_ASSIGNED TASK_: Write out the data exactly as given, dropping every picture.

_SUPPLIED ENTRIES_:
#####

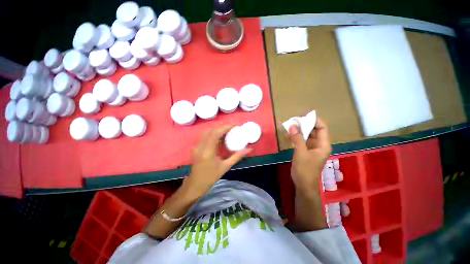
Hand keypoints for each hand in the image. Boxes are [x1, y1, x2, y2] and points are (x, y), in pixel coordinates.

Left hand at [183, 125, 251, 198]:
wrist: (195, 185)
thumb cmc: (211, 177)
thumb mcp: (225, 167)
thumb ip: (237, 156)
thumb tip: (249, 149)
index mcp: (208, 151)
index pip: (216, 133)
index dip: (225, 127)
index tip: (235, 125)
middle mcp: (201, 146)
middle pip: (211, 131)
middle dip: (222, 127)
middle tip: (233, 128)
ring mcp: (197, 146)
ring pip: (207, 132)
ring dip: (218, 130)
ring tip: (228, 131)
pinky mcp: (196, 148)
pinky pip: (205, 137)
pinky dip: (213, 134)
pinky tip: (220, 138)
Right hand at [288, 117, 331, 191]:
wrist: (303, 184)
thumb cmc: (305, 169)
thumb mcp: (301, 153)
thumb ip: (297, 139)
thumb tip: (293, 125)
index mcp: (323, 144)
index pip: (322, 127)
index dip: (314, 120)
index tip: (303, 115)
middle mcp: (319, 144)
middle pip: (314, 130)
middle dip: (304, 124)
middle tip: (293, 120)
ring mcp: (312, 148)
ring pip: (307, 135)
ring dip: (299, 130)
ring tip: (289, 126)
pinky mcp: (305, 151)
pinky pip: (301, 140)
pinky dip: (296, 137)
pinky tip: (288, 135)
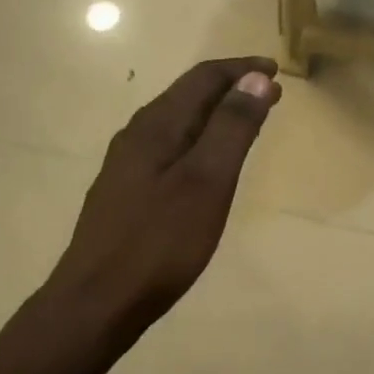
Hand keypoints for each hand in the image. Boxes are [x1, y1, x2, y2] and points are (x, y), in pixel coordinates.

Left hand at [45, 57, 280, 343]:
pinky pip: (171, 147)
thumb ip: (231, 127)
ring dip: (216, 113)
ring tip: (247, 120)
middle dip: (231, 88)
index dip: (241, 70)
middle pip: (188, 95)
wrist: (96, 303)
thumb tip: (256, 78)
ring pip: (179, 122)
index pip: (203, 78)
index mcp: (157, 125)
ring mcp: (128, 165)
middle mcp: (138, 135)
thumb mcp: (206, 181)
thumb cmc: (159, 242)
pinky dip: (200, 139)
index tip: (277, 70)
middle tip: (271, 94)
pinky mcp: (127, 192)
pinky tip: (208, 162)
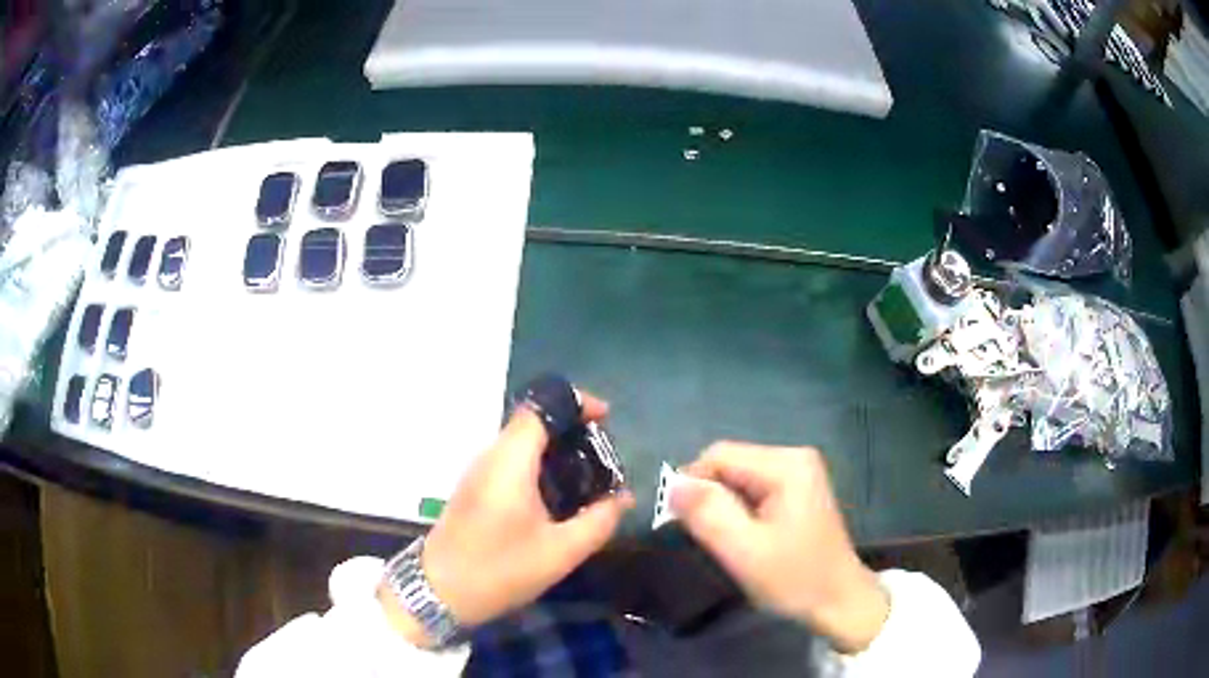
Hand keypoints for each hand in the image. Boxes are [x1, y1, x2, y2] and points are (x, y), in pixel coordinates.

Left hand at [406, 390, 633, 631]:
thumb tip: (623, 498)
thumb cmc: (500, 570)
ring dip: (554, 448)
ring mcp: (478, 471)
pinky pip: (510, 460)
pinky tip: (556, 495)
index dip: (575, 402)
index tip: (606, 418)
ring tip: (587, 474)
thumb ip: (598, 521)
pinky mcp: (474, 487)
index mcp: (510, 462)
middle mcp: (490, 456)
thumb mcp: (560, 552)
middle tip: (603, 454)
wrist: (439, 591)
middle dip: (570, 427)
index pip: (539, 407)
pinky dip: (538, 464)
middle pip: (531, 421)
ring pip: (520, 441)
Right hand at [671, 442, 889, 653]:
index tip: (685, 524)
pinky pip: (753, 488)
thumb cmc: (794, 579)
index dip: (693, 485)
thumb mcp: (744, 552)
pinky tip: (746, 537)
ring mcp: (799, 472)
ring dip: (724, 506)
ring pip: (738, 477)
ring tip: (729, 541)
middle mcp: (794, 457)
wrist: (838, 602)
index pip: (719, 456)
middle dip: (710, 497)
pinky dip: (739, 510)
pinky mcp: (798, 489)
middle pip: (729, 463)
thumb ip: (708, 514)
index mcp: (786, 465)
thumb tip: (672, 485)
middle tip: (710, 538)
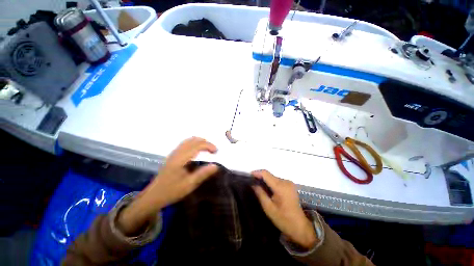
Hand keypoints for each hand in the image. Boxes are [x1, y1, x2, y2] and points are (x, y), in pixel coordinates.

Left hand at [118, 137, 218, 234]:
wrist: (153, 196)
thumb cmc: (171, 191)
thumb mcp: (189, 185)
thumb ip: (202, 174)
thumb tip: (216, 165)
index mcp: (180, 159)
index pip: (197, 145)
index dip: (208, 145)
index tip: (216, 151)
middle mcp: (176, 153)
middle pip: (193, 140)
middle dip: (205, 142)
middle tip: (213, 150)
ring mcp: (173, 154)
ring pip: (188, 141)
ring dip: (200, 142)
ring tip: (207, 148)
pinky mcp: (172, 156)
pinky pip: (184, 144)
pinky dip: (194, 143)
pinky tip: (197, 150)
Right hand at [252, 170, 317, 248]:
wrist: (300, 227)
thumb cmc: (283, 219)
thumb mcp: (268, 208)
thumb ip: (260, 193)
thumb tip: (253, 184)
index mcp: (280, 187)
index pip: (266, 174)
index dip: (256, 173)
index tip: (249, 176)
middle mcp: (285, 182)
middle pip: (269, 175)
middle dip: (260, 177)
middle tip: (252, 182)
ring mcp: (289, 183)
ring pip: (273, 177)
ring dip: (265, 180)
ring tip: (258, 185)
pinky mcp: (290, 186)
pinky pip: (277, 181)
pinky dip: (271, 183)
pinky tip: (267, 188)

#####

_OUTPUT FOR THIS TASK_:
Hand keypoints for each hand in the image. Boxes are [x1, y1, x2, y2] and points are (x, y), in pixel coordinates.

Left hand at [183, 125, 251, 198]:
wrist: (195, 185)
thumb cmc: (211, 177)
thumb mcp: (225, 167)
thumb ip: (237, 156)
thumb tip: (249, 149)
index mcp: (208, 151)
index pip: (216, 133)
index dip: (225, 127)
index tip: (235, 125)
middle mcp: (201, 146)
middle pip: (211, 131)
middle dip: (222, 127)
middle tip: (233, 128)
ring mcp: (197, 146)
ring pip: (207, 132)
ring dip: (218, 130)
ring tip: (228, 131)
pinky mcp: (196, 148)
pinky pip: (205, 137)
pinky dip: (213, 134)
pinky tip: (220, 138)
Right hand at [288, 117, 331, 191]:
wrist: (303, 184)
thumb cmc: (305, 169)
thumb mcp: (301, 153)
thumb ip: (297, 139)
thumb tip: (293, 125)
index mcp: (323, 144)
index pip: (322, 127)
index dip: (314, 120)
index tip: (303, 115)
middle mcp: (319, 144)
middle pip: (314, 130)
middle dip: (304, 124)
middle tip: (293, 120)
ring mcp: (312, 148)
ring pip: (307, 135)
ring dip: (299, 130)
ring tip: (289, 126)
pinky mcp: (305, 151)
pinky pip: (301, 140)
pinky dip: (296, 137)
pinky tip: (288, 135)
Hand keypoints for each hand in the image. Boxes are [x1, y1, x2, y2] and points are (x, y), in pixel coordinates.

Left hand at [45, 57, 280, 343]:
pinky pip: (171, 147)
thumb ip: (231, 127)
ring dip: (216, 113)
ring tip: (247, 120)
middle dip: (231, 88)
index dip: (241, 70)
middle pip: (188, 95)
wrist: (96, 303)
thumb tip: (256, 78)
ring pip: (179, 122)
index pip: (203, 78)
index mcp: (157, 125)
ring mcp: (128, 165)
middle mcp: (138, 135)
thumb mcp: (206, 181)
thumb cmc: (159, 242)
pinky dip: (200, 139)
index tip: (277, 70)
middle tip: (271, 94)
pinky mcp: (127, 192)
pinky tip: (208, 162)
Hand keypoints for each hand in the image. Boxes are [x1, y1, x2, y2] and points are (x, y), in pixel coordinates.

Left hand at [406, 390, 633, 631]:
thumb tip: (623, 498)
thumb cmc: (500, 570)
ring dip: (554, 448)
ring mcp: (478, 471)
pinky pip: (510, 460)
pinky tip: (556, 495)
index dip: (575, 402)
index tip: (606, 418)
ring tip: (587, 474)
thumb ip: (598, 521)
pinky mcp: (474, 487)
index mcp: (510, 462)
middle mcp: (490, 456)
thumb mcp: (560, 552)
middle tip: (603, 454)
wrist: (439, 591)
middle dip: (570, 427)
index pip: (539, 407)
pinky dip: (538, 464)
middle pip: (531, 421)
ring pip: (520, 441)
Right hand at [671, 442, 889, 653]:
index tip: (685, 524)
pinky pip: (753, 488)
thumb cmc: (794, 579)
index dip: (693, 485)
thumb mcp: (744, 552)
pinky tip: (746, 537)
ring mcp: (799, 472)
ring dip: (724, 506)
ring pip: (738, 477)
ring tip: (729, 541)
middle mcp: (794, 457)
wrist: (838, 602)
index pip: (719, 456)
middle dip: (710, 497)
pinky dip: (739, 510)
pinky mcp: (798, 489)
middle pip: (729, 463)
thumb ip: (708, 514)
index mcp: (786, 465)
thumb tip: (672, 485)
middle tip: (710, 538)
Hand keypoints for each hand in the image. Boxes are [x1, y1, x2, y2] and points are (x, y), in pixel coordinates.

Left hand at [118, 137, 218, 234]:
wrist: (153, 196)
thumb cmc: (171, 191)
thumb mcp: (189, 185)
thumb ip: (202, 174)
thumb tip: (216, 165)
index mcp: (180, 159)
index pip: (197, 145)
index dip: (208, 145)
index tip: (216, 151)
middle mcp: (176, 153)
middle pip: (193, 140)
middle dip: (205, 142)
middle tip: (213, 150)
ring mcp: (173, 154)
ring pip: (188, 141)
ring dip: (200, 142)
ring tip: (207, 148)
pinky mcp: (172, 156)
pinky pip: (184, 144)
pinky dip: (194, 143)
pinky tip: (197, 150)
Right hand at [252, 170, 317, 248]:
wrist: (300, 227)
thumb cmc: (283, 219)
thumb mcp: (268, 208)
thumb ip: (260, 193)
thumb tip: (253, 184)
index mcp: (280, 187)
index pip: (266, 174)
index dip: (256, 173)
index tip: (249, 176)
middle mcp: (285, 182)
middle pip: (269, 175)
middle dip: (260, 177)
middle tip: (252, 182)
ring mcp: (289, 183)
ring pip: (273, 177)
ring dip: (265, 180)
ring tip: (258, 185)
pinky mcp: (290, 186)
pinky pip: (277, 181)
pinky dip: (271, 183)
pinky tip: (267, 188)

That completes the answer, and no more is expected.